TITLE=Dihydromyricetin Alleviates Pulmonary Fibrosis by Regulating Abnormal Fibroblasts Through the STAT3/p-STAT3/GLUT1 Signaling Pathway

JOURNAL=Frontiers in Pharmacology

VOLUME=Volume 13 - 2022

YEAR=2022

URL=https://www.frontiersin.org/journals/pharmacology/articles/10.3389/fphar.2022.834604

DOI=10.3389/fphar.2022.834604

ISSN=1663-9812

ABSTRACT=Background: Idiopathic pulmonary fibrosis (IPF) is a chronic and progressive disorder with poor prognosis.
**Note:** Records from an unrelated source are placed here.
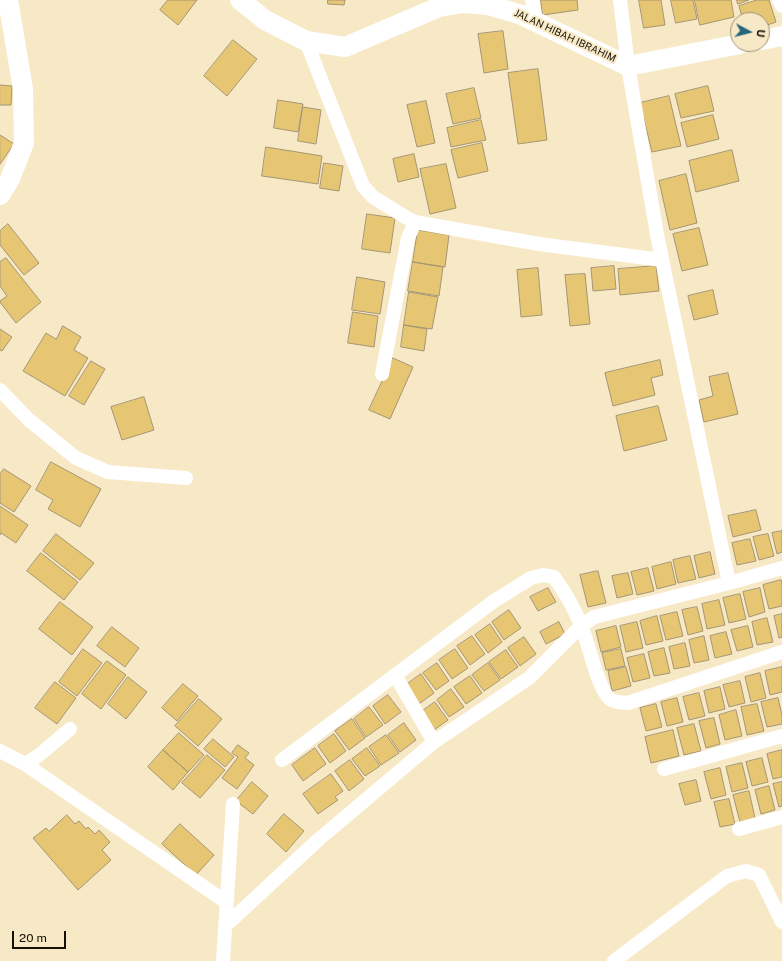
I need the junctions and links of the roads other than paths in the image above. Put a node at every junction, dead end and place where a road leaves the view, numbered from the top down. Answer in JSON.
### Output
{"nodes":[{"id":1,"x":8,"y":0,"type":"edge"},
{"id":2,"x":240,"y":0,"type":"edge"},
{"id":3,"x":620,"y":0,"type":"edge"},
{"id":4,"x":779,"y":0,"type":"edge"},
{"id":5,"x":782,"y":6,"type":"edge"},
{"id":6,"x":527,"y":9,"type":"edge"},
{"id":7,"x":782,"y":36,"type":"edge"},
{"id":8,"x":770,"y":38,"type":"edge"},
{"id":9,"x":306,"y":42,"type":"junction"},
{"id":10,"x":730,"y":46,"type":"edge"},
{"id":11,"x":628,"y":66,"type":"junction"},
{"id":12,"x":0,"y":194,"type":"edge"},
{"id":13,"x":415,"y":222,"type":"junction"},
{"id":14,"x":662,"y":260,"type":"junction"},
{"id":15,"x":382,"y":374,"type":"dead end"},
{"id":16,"x":0,"y":390,"type":"edge"},
{"id":17,"x":186,"y":478,"type":"dead end"},
{"id":18,"x":782,"y":568,"type":"edge"},
{"id":19,"x":729,"y":583,"type":"junction"},
{"id":20,"x":581,"y":626,"type":"junction"},
{"id":21,"x":782,"y":652,"type":"edge"},
{"id":22,"x":395,"y":675,"type":"junction"},
{"id":23,"x":70,"y":729,"type":"dead end"},
{"id":24,"x":782,"y":736,"type":"edge"},
{"id":25,"x":434,"y":742,"type":"junction"},
{"id":26,"x":0,"y":751,"type":"edge"},
{"id":27,"x":282,"y":760,"type":"dead end"},
{"id":28,"x":25,"y":764,"type":"junction"},
{"id":29,"x":664,"y":769,"type":"dead end"},
{"id":30,"x":233,"y":804,"type":"dead end"},
{"id":31,"x":782,"y":817,"type":"edge"},
{"id":32,"x":739,"y":829,"type":"dead end"},
{"id":33,"x":226,"y":902,"type":"junction"},
{"id":34,"x":782,"y":922,"type":"edge"},
{"id":35,"x":225,"y":926,"type":"junction"},
{"id":36,"x":223,"y":961,"type":"edge"},
{"id":37,"x":614,"y":961,"type":"edge"}],
"edges":[{"from":1,"to":12,"type":"street"},
{"from":2,"to":9,"type":"street","name":"JALAN HIBAH IBRAHIM"},
{"from":3,"to":11,"type":"street"},
{"from":4,"to":5,"type":"street"},
{"from":6,"to":9,"type":"street","name":"JALAN HIBAH IBRAHIM"},
{"from":6,"to":11,"type":"street","name":"JALAN HIBAH IBRAHIM"},
{"from":7,"to":8,"type":"street"},
{"from":9,"to":13,"type":"street"},
{"from":10,"to":11,"type":"street","name":"JALAN HIBAH IBRAHIM"},
{"from":11,"to":14,"type":"street"},
{"from":13,"to":14,"type":"street"},
{"from":13,"to":15,"type":"street"},
{"from":14,"to":19,"type":"street"},
{"from":16,"to":17,"type":"street"},
{"from":18,"to":19,"type":"street"},
{"from":19,"to":20,"type":"street"},
{"from":20,"to":21,"type":"street"},
{"from":20,"to":22,"type":"street"},
{"from":20,"to":25,"type":"street"},
{"from":22,"to":25,"type":"street"},
{"from":22,"to":27,"type":"street"},
{"from":23,"to":28,"type":"street"},
{"from":24,"to":29,"type":"street"},
{"from":25,"to":35,"type":"street"},
{"from":26,"to":28,"type":"street"},
{"from":28,"to":33,"type":"street"},
{"from":30,"to":33,"type":"street"},
{"from":31,"to":32,"type":"street"},
{"from":33,"to":35,"type":"street"},
{"from":34,"to":37,"type":"street"},
{"from":35,"to":36,"type":"street"}]}
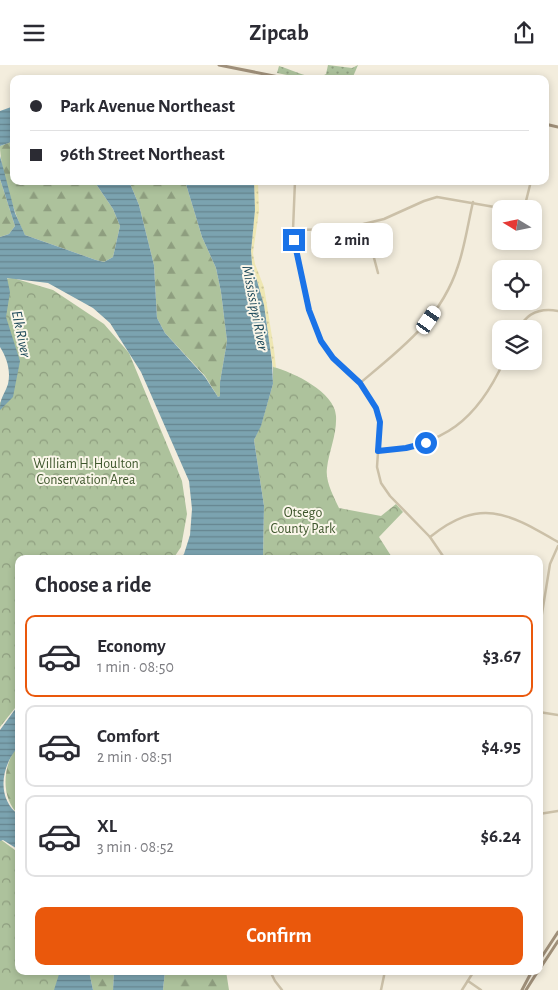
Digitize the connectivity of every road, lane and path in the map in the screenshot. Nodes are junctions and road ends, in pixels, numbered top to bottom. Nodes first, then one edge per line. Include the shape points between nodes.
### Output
1 (219, 65) edge
2 (268, 75) edge
3 (295, 185) edge
4 (530, 185) edge
5 (526, 200) edge
6 (473, 202) junction
7 (492, 206) edge
8 (365, 224) junction
9 (293, 230) junction
10 (378, 273) dead end
11 (558, 311) edge
12 (524, 320) edge
13 (500, 370) edge
14 (360, 383) junction
15 (378, 451) junction
16 (430, 537) junction
17 (558, 544) edge
18 (442, 555) edge
19 (543, 607) edge
20 (543, 713) edge
21 (558, 715) edge
22 (558, 811) edge
23 (543, 813) edge
24 (558, 932) edge
25 (558, 941) edge
26 (543, 955) edge
27 (543, 964) edge
28 (272, 975) edge
29 (384, 975) edge
30 (472, 975) edge
31 (530, 975) edge
32 (535, 975) edge
33 (468, 981) junction
34 (282, 990) edge
35 (382, 990) edge
36 (462, 990) edge
37 (481, 990) edge
38 (522, 990) edge
39 (526, 990) edge

1 - 2 main road
3 - 9 street
4 - 5 street
6 - 7 street
6 - 8 street via 437,197
6 - 14 street via 460,259 444,297 416,335
8 - 9 street via 338,230
8 - 10 street
9 - 14 street via 316,329 328,353
11 - 12 street via 544,310
13 - 15 street via 482,402 453,428 426,443
14 - 15 street via 378,413
15 - 16 street via 378,472 385,490
16 - 17 street via 457,519 486,513 515,518
16 - 18 street
17 - 19 street via 550,564
20 - 21 street
22 - 23 street
24 - 26 main road
25 - 27 main road
28 - 34 street
29 - 35 street
30 - 33 street
31 - 38 main road
32 - 39 main road
33 - 36 street
33 - 37 street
Dihydromyricetin (DHM), extracted from vine tea and other ampelopsis, even though has been proved to have anti-inflammation and anti-oxidative functions, the effects of DHM on IPF still remains unclear.
Methods: The effects of DHM on the differentiation, migration, proliferation and respiratory functions on primary mouse lung fibroblasts (PMLFs) and primary human lung fibroblasts (PHLFs) were detected by western blot, transwell assay, EdU staining and Mito Stress Test. Then the impacts of DHM on bleomycin (BLM)-induced pulmonary fibrosis were evaluated by pathological staining, western blot and co-immunofluorescent staining. The signaling pathway influenced by DHM was also investigated. 
Results: DHM could regulate the differentiation of fibroblasts to myofibroblasts and suppresses the abnormal migration, proliferation and respiratory functions of myofibroblasts induced by TGF-β1 or myofibroblasts from the IPF patients. It could also alleviate the pulmonary fibrosis induced by BLM. All these functions were achieved by regulating the STAT3/p-STAT3/GLUT1 signaling pathway.
Conclusion: DHM could regulate the abnormal functions of myofibroblasts induced by TGF-β1 or that from IPF patients and alleviated pulmonary fibrosis induced by BLM, it might be a candidate medicine for IPF treatment.